→ What to produce: An exact reproduction of the listing is wanted, with the pictures dropped.

'''

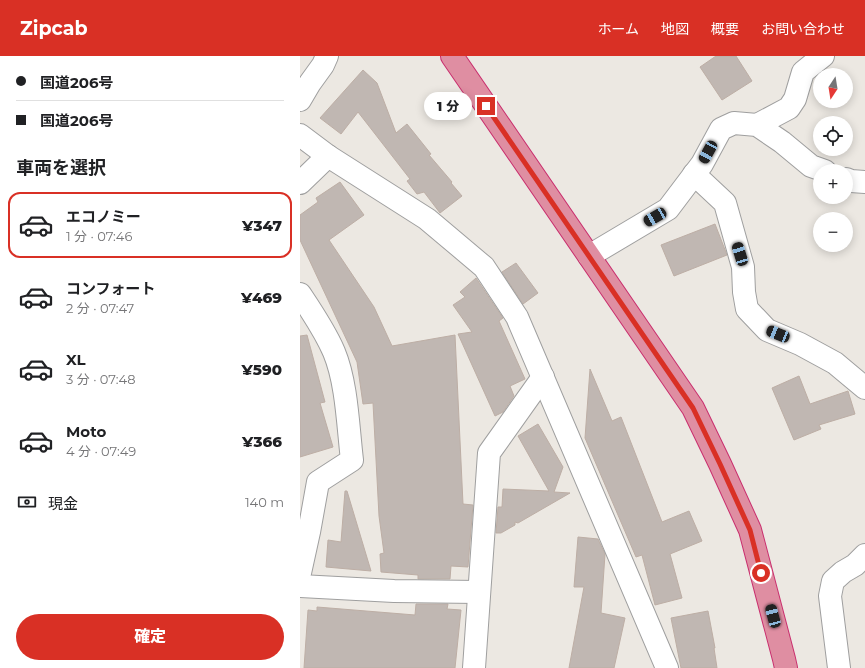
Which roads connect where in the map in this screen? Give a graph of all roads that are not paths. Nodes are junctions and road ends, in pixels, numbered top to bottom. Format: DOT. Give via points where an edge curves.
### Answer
graph roads {
  1 [pos="327,56"];
  2 [pos="452,56"];
  3 [pos="823,56"];
  4 [pos="300,100"];
  5 [pos="756,126"];
  6 [pos="300,135"];
  7 [pos="328,156"];
  8 [pos="813,167"];
  9 [pos="694,174"];
  10 [pos="853,181"];
  11 [pos="865,182"];
  12 [pos="300,183"];
  13 [pos="589,256"];
  14 [pos="300,294"];
  15 [pos="543,377"];
  16 [pos="865,388"];
  17 [pos="865,555"];
  18 [pos="300,573"];
  19 [pos="300,586"];
  20 [pos="479,592"];
  21 [pos="474,668"];
  22 [pos="667,668"];
  23 [pos="786,668"];
  24 [pos="839,668"];
  1 -- 4 [label="street"];
  2 -- 13 [label="highway"];
  3 -- 5 [label="street" via="802,72 795,98 789,108"];
  5 -- 8 [label="street" via="782,142"];
  5 -- 9 [label="street" via="734,123 721,129"];
  6 -- 7 [label="street"];
  7 -- 12 [label="street"];
  7 -- 15 [label="street" via="427,219 484,267 517,316"];
  9 -- 13 [label="street" via="668,209"];
  9 -- 16 [label="street" via="725,203 744,267 747,309 767,330 835,363"];
  10 -- 11 [label="street"];
  13 -- 23 [label="highway" via="693,408 720,464 750,530"];
  14 -- 18 [label="street" via="334,352 342,383 352,460 318,482"];
  15 -- 20 [label="street" via="489,453"];
  15 -- 22 [label="street"];
  17 -- 24 [label="street" via="833,581 830,596"];
  19 -- 20 [label="street"];
  20 -- 21 [label="street"];
}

'''

→ Exercise result:
Which roads connect where in the map in this screen? Give a graph of all roads that are not paths. Nodes are junctions and road ends, in pixels, numbered top to bottom. Format: DOT. Give via points where an edge curves.
### Answer
graph roads {
  1 [pos="327,56"];
  2 [pos="452,56"];
  3 [pos="823,56"];
  4 [pos="300,100"];
  5 [pos="756,126"];
  6 [pos="300,135"];
  7 [pos="328,156"];
  8 [pos="813,167"];
  9 [pos="694,174"];
  10 [pos="853,181"];
  11 [pos="865,182"];
  12 [pos="300,183"];
  13 [pos="589,256"];
  14 [pos="300,294"];
  15 [pos="543,377"];
  16 [pos="865,388"];
  17 [pos="865,555"];
  18 [pos="300,573"];
  19 [pos="300,586"];
  20 [pos="479,592"];
  21 [pos="474,668"];
  22 [pos="667,668"];
  23 [pos="786,668"];
  24 [pos="839,668"];
  1 -- 4 [label="street"];
  2 -- 13 [label="highway"];
  3 -- 5 [label="street" via="802,72 795,98 789,108"];
  5 -- 8 [label="street" via="782,142"];
  5 -- 9 [label="street" via="734,123 721,129"];
  6 -- 7 [label="street"];
  7 -- 12 [label="street"];
  7 -- 15 [label="street" via="427,219 484,267 517,316"];
  9 -- 13 [label="street" via="668,209"];
  9 -- 16 [label="street" via="725,203 744,267 747,309 767,330 835,363"];
  10 -- 11 [label="street"];
  13 -- 23 [label="highway" via="693,408 720,464 750,530"];
  14 -- 18 [label="street" via="334,352 342,383 352,460 318,482"];
  15 -- 20 [label="street" via="489,453"];
  15 -- 22 [label="street"];
  17 -- 24 [label="street" via="833,581 830,596"];
  19 -- 20 [label="street"];
  20 -- 21 [label="street"];
}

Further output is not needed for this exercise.